─── Data to process ───

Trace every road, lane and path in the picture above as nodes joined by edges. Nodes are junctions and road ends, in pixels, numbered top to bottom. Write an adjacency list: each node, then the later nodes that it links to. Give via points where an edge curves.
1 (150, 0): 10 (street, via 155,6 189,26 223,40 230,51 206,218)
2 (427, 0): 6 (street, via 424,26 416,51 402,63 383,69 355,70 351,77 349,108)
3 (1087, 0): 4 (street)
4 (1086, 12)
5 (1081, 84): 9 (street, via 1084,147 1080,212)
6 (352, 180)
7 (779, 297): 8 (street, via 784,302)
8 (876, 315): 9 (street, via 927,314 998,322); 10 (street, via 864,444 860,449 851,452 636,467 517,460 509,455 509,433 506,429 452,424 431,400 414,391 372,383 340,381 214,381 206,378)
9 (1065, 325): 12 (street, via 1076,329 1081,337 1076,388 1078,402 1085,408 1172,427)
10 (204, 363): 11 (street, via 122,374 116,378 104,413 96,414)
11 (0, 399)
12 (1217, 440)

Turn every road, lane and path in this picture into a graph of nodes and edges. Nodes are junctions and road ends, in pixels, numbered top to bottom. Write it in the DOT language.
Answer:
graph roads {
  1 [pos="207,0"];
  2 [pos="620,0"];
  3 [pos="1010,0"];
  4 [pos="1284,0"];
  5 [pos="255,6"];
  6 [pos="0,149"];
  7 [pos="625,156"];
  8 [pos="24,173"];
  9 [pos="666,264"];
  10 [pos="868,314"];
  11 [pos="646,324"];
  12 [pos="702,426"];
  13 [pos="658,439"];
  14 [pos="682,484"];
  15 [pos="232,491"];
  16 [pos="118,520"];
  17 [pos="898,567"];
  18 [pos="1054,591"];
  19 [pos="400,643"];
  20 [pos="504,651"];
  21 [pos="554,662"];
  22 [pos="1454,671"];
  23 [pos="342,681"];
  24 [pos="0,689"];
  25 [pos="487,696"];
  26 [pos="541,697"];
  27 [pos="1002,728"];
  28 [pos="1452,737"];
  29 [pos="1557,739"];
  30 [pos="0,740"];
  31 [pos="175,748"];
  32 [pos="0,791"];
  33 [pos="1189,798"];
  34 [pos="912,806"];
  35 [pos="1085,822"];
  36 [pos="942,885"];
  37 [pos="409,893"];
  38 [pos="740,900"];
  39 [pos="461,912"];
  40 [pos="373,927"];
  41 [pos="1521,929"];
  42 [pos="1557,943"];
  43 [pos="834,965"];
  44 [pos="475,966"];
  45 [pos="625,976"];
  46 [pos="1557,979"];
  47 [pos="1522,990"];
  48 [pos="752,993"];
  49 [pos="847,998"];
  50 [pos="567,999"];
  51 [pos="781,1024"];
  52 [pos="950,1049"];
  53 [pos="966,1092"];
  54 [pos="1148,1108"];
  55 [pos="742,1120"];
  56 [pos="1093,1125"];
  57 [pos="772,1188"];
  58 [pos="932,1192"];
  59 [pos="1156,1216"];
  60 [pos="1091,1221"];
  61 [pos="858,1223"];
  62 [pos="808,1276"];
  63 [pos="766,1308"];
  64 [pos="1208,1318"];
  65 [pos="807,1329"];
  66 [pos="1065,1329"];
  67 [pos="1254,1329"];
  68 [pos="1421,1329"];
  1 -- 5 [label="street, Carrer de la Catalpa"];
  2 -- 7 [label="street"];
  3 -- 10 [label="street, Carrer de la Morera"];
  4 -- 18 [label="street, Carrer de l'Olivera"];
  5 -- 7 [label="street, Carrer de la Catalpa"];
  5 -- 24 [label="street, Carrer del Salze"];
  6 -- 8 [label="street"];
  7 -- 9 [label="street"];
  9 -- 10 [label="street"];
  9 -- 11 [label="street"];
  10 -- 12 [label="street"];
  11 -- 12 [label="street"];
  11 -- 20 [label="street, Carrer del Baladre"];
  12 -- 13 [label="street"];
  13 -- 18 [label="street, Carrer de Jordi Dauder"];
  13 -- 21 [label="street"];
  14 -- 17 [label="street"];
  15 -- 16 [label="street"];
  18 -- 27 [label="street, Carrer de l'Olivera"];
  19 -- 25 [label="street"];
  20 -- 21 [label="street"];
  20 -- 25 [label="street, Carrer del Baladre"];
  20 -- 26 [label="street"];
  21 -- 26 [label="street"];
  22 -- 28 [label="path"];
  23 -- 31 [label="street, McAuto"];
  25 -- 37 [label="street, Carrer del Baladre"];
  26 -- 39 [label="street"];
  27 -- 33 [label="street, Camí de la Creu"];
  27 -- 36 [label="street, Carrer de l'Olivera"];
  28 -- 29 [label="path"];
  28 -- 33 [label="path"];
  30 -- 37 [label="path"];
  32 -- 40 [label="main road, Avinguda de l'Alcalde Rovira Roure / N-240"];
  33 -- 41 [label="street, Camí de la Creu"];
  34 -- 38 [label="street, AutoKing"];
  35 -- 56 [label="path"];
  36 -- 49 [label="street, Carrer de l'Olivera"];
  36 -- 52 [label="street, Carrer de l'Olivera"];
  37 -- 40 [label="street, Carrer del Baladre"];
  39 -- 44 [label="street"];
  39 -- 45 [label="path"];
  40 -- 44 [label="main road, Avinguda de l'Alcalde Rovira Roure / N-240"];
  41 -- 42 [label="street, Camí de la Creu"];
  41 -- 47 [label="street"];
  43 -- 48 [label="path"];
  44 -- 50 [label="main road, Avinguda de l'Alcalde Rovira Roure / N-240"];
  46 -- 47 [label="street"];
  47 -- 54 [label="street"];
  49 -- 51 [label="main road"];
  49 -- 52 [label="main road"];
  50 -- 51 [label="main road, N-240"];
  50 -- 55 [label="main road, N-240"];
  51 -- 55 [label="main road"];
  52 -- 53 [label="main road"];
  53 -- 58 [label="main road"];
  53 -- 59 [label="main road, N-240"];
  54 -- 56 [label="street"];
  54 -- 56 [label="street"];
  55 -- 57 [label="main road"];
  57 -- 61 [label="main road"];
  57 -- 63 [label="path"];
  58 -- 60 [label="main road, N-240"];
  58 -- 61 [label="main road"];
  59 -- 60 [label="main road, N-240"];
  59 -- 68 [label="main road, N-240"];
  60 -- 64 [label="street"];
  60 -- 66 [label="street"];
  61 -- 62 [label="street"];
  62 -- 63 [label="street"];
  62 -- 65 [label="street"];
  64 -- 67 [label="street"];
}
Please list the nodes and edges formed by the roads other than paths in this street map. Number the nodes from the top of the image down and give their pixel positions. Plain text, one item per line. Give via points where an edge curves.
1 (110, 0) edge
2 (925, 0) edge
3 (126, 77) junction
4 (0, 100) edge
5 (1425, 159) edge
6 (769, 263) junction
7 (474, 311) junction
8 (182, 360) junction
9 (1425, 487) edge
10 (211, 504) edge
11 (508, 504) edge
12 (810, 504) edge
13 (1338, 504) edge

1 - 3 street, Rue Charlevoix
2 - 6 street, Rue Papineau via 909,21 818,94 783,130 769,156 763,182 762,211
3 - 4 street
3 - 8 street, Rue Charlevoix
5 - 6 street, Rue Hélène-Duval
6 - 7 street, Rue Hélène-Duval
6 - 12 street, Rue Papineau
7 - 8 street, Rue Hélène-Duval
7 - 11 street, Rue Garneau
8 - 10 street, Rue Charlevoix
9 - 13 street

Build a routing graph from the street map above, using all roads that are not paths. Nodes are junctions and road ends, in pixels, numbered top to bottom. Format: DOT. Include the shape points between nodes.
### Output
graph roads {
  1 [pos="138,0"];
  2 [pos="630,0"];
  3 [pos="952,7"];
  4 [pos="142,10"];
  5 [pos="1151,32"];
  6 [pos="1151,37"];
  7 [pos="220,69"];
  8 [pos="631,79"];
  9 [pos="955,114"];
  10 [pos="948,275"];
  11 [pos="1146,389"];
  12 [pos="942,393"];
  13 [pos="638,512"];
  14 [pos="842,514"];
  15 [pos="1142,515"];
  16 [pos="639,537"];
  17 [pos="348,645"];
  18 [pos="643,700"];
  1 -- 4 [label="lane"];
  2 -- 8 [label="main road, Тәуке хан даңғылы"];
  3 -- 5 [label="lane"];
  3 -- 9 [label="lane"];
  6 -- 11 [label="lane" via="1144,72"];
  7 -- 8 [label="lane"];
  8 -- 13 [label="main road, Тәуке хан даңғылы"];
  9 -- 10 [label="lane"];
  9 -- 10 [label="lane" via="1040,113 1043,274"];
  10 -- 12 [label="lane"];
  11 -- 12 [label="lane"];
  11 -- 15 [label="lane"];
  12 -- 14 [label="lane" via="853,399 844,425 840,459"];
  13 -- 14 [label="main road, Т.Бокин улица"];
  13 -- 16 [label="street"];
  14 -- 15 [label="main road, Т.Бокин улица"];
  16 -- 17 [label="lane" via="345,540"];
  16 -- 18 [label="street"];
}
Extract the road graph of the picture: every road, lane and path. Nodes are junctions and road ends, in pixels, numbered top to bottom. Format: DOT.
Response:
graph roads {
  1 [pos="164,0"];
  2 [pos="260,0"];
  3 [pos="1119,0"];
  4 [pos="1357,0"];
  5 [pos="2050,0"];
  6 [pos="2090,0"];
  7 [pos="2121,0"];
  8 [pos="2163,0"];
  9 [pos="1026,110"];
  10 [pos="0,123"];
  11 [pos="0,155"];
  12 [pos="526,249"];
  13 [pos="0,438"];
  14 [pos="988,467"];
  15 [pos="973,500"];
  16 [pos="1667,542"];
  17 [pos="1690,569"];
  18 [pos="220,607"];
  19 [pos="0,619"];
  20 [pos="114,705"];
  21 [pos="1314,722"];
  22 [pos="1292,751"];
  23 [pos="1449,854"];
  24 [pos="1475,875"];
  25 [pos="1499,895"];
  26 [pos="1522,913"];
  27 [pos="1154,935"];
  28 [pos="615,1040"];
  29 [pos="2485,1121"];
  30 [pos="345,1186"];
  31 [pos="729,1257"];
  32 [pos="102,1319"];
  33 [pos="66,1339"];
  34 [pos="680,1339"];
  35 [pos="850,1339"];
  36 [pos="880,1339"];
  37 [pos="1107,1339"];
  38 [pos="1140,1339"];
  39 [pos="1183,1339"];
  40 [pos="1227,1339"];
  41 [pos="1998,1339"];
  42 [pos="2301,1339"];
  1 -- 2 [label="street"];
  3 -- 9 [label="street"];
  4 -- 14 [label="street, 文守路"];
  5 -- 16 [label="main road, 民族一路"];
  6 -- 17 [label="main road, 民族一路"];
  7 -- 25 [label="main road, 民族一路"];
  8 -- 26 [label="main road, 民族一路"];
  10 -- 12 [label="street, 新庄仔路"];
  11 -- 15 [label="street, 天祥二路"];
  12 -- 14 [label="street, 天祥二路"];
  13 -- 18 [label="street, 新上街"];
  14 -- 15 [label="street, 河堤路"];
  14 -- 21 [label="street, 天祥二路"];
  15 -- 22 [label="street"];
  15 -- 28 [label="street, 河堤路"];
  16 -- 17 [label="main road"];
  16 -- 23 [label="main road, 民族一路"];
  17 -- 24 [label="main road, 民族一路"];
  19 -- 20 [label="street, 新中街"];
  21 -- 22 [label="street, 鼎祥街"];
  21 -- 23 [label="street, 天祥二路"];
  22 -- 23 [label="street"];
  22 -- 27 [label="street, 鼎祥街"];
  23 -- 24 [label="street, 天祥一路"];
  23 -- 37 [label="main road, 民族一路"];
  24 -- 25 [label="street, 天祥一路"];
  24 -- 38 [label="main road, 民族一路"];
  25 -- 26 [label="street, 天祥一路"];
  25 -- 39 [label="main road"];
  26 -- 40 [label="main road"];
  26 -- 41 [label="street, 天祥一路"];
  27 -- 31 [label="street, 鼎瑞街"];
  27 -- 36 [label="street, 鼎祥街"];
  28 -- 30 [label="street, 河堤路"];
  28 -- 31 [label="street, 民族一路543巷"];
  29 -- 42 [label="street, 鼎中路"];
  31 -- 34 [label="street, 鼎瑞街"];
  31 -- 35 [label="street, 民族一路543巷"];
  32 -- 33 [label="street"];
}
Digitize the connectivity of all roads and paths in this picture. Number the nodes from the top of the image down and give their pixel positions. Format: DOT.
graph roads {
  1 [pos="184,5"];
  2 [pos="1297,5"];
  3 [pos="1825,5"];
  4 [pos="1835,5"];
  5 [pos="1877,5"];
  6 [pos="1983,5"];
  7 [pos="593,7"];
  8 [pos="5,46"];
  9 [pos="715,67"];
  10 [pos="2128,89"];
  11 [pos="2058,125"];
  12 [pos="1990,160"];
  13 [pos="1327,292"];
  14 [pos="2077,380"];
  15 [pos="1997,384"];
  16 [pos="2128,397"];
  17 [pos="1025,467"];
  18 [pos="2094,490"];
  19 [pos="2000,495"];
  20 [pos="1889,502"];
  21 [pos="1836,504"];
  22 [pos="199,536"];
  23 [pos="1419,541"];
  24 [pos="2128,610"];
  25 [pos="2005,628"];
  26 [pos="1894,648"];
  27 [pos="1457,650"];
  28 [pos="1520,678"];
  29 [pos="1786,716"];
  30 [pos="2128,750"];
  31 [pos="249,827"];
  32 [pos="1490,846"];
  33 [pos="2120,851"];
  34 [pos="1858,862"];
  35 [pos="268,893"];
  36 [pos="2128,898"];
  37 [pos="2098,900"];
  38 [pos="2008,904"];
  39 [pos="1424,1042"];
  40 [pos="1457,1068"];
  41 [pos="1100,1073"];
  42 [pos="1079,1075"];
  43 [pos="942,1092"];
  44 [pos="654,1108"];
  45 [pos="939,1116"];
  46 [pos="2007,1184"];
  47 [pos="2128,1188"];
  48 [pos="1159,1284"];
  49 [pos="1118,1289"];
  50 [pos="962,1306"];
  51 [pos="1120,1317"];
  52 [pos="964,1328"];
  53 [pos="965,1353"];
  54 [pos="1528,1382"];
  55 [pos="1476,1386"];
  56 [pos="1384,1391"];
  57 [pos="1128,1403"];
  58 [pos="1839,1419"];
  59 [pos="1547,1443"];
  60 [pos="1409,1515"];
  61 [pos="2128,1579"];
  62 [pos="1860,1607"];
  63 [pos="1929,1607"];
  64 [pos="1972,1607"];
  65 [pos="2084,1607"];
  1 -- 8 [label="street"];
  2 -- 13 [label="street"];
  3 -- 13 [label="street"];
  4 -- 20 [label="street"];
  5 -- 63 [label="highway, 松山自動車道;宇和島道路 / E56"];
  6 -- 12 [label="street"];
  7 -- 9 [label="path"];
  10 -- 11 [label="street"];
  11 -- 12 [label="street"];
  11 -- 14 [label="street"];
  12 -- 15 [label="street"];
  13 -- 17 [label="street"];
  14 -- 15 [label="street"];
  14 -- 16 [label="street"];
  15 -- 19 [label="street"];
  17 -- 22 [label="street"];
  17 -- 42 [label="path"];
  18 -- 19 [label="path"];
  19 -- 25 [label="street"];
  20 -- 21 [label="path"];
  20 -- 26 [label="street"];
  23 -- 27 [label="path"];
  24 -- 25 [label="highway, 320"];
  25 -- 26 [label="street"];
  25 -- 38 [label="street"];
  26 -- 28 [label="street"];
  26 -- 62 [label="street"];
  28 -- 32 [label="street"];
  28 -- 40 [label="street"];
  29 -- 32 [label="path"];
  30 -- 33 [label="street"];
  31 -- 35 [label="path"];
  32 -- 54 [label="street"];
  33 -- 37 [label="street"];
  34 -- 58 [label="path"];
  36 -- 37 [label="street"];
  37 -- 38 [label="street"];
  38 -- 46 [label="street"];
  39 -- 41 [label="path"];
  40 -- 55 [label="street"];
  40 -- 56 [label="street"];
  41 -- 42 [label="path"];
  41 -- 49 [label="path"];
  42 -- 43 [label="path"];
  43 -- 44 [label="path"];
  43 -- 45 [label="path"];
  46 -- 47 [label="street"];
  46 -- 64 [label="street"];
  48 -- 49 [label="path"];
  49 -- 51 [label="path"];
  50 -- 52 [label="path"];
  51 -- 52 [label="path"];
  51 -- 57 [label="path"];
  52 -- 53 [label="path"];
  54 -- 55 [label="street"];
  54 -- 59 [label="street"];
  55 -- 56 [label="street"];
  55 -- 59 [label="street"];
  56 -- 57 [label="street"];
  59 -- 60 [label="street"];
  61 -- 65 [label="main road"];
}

───

Scan the listing above. Collect all lines with the word "Papineau".

2 - 6 street, Rue Papineau via 909,21 818,94 783,130 769,156 763,182 762,211
6 - 12 street, Rue Papineau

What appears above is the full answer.